その意味で呪術的世界、神話的世界、宗教的世界、封建的世界など、その時代の人間が見ている世界は今日の私たちが見ている世界とは異なっています。

神の実在が前提だった世界では、その有り無しを議論するというよりは、神聖な生活の一部であったでしょう。

私たちが経験を積みながら最適化した信念・思考・行動は、その時代、社会、そして自分の経験した世界から生まれたものです。

しかし、その結果が歪みを生み出しているということは、見ている世界がゆがんでいるということになります。

それを聖人・学祖が見ていた世界、科学的に矛盾のない世界を再構築して、そこで最適化した信念・思考・行動を生み出せば、よい結果を生むのではないか。

では、この「世界」の変容はいかにしてなるか。

それは繰り返しの体験しかないとされています。

子どもが物の名前を憶えて、今度は名前から物の姿をイメージするという繰り返しをすることで、私たちは言語とイメージが接続した「世界」を獲得します。

神が実在する世界を獲得するのは、繰り返し生活の中で神に祈り、神に奉仕し、神とともに暮らすことです。

祖霊が実在する世界を獲得できるのは、いますがごとく、手を合わせ、お花、お線香、灯明、お水や食べ物をささげ、報告をし、祈らせてもらうからです。

先人がお手本をしめしながら、そのような「世界」を獲得していきます。

最高道徳の実行は、そのような「最高道徳の世界」構築にむけてのもので、その繰り返しで本物になっていきます。

そして、その精神的世界が本物になっただけ、それをふまえた信念・思考・行動が最適化されていきます。

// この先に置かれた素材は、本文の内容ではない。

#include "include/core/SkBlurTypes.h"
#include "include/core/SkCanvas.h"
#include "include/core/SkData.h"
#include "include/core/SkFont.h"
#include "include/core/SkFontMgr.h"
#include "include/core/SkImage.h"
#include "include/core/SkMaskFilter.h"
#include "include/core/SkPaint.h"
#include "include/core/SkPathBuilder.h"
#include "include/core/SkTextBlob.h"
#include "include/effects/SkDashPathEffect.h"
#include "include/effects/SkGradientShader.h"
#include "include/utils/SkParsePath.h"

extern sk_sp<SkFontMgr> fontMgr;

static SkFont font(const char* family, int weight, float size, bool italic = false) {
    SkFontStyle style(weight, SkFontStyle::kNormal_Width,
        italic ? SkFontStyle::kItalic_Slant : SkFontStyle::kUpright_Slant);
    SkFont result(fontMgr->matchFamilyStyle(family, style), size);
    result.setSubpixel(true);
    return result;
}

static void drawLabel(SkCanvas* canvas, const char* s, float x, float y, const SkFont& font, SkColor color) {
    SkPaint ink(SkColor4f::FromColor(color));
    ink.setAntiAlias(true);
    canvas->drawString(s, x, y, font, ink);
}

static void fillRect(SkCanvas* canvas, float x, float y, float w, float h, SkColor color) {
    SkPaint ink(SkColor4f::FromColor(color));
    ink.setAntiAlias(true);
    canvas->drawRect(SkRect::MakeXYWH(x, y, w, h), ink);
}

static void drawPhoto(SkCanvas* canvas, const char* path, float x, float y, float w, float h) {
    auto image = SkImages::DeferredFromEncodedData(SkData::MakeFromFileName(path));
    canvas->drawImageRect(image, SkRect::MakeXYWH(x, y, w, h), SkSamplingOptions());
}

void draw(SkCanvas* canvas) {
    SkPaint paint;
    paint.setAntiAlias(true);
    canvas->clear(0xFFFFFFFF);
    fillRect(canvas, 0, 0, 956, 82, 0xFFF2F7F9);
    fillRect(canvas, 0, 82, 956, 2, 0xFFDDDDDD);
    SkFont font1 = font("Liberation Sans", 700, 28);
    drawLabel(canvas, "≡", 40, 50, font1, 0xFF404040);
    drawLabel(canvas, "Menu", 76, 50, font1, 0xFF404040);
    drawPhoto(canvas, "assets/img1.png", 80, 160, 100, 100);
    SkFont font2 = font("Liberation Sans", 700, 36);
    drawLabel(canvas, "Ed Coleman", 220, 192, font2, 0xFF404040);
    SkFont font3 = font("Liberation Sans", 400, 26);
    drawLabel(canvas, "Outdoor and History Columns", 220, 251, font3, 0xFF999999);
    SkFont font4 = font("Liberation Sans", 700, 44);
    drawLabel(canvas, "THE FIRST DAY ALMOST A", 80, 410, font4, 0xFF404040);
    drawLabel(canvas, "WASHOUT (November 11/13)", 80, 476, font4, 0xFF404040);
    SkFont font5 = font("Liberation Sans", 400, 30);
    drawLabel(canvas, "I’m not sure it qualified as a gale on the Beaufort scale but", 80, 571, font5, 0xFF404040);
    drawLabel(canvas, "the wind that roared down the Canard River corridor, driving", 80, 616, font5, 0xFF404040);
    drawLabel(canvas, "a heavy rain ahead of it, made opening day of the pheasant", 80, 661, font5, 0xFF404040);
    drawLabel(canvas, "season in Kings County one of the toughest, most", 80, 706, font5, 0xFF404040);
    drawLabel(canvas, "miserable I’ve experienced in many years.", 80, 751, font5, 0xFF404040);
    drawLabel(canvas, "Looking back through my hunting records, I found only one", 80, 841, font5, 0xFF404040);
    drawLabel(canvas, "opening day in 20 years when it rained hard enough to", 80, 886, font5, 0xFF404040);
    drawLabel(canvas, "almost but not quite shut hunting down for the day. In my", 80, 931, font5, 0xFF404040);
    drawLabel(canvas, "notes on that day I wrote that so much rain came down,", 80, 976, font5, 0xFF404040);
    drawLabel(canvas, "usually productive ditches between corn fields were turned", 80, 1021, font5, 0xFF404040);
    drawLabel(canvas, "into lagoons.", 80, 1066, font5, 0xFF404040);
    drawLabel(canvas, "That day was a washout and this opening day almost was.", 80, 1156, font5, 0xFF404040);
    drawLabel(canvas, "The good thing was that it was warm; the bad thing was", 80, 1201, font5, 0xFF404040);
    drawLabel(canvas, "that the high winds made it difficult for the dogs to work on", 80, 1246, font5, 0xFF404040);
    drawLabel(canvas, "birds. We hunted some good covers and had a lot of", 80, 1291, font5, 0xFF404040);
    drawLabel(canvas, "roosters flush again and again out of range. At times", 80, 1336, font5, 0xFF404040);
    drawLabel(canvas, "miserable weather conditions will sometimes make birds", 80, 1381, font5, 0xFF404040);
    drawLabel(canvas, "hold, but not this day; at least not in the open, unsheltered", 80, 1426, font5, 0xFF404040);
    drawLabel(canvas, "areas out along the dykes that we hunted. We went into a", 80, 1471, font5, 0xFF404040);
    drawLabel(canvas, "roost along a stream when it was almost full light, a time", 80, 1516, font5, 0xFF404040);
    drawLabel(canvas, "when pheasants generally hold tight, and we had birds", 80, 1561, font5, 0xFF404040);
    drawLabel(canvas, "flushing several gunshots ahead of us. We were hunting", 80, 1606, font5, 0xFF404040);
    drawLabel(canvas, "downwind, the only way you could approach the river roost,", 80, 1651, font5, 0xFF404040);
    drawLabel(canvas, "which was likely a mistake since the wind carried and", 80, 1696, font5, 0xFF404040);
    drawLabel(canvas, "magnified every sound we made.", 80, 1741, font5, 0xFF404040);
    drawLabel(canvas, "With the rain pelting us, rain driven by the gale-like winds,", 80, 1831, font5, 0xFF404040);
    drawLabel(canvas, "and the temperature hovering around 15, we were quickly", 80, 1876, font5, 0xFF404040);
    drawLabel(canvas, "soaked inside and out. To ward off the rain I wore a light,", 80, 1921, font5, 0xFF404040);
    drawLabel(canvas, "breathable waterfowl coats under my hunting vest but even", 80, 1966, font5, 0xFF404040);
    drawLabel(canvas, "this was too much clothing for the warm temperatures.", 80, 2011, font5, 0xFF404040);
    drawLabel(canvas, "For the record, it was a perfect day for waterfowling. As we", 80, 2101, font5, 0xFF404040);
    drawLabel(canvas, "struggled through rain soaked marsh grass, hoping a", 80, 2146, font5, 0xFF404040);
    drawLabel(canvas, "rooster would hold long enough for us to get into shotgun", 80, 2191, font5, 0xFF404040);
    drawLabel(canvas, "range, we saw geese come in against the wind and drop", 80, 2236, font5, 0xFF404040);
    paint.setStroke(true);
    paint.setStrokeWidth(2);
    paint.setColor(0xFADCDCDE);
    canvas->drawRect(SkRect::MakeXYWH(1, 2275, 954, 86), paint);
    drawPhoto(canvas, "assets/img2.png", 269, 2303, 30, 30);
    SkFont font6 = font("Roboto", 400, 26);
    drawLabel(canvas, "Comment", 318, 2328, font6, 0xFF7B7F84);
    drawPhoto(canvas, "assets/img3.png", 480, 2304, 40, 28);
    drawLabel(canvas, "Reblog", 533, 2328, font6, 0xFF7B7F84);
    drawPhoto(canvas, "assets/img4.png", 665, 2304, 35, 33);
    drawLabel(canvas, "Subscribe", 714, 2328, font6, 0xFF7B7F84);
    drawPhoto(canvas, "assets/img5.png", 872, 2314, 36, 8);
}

つまり、行動化のステップ、従来の精神的世界を有しながらも、最高道徳の世界で求められる考え、感じ方、行動を繰り返していくという段階があります。

次にそれを繰り返していくなかで、世界創造のステップとして、世界の見え方が変わってきて、自然に最適化された、新しい考え、感じ方、行動が生じてきます。

これは私の反省なのですが、これがうまくいかないとしたら、1段階の従来の世界のままで、新しい行動化をしていくが、結局、世界が変わらずに行動も戻っていくということかと考えます。

しかし、この座談会では、多くの先輩方がたくさんの知識を得て、発する言葉が変わり、行動も変わっているようです。

思うに、私は学問的に人間科学や人間学を学んできて、その中でモラロジーも検討してきたために、繰り返しの「信念」構築という作業を経ていないのでしょう。

心すべきことだと考えています。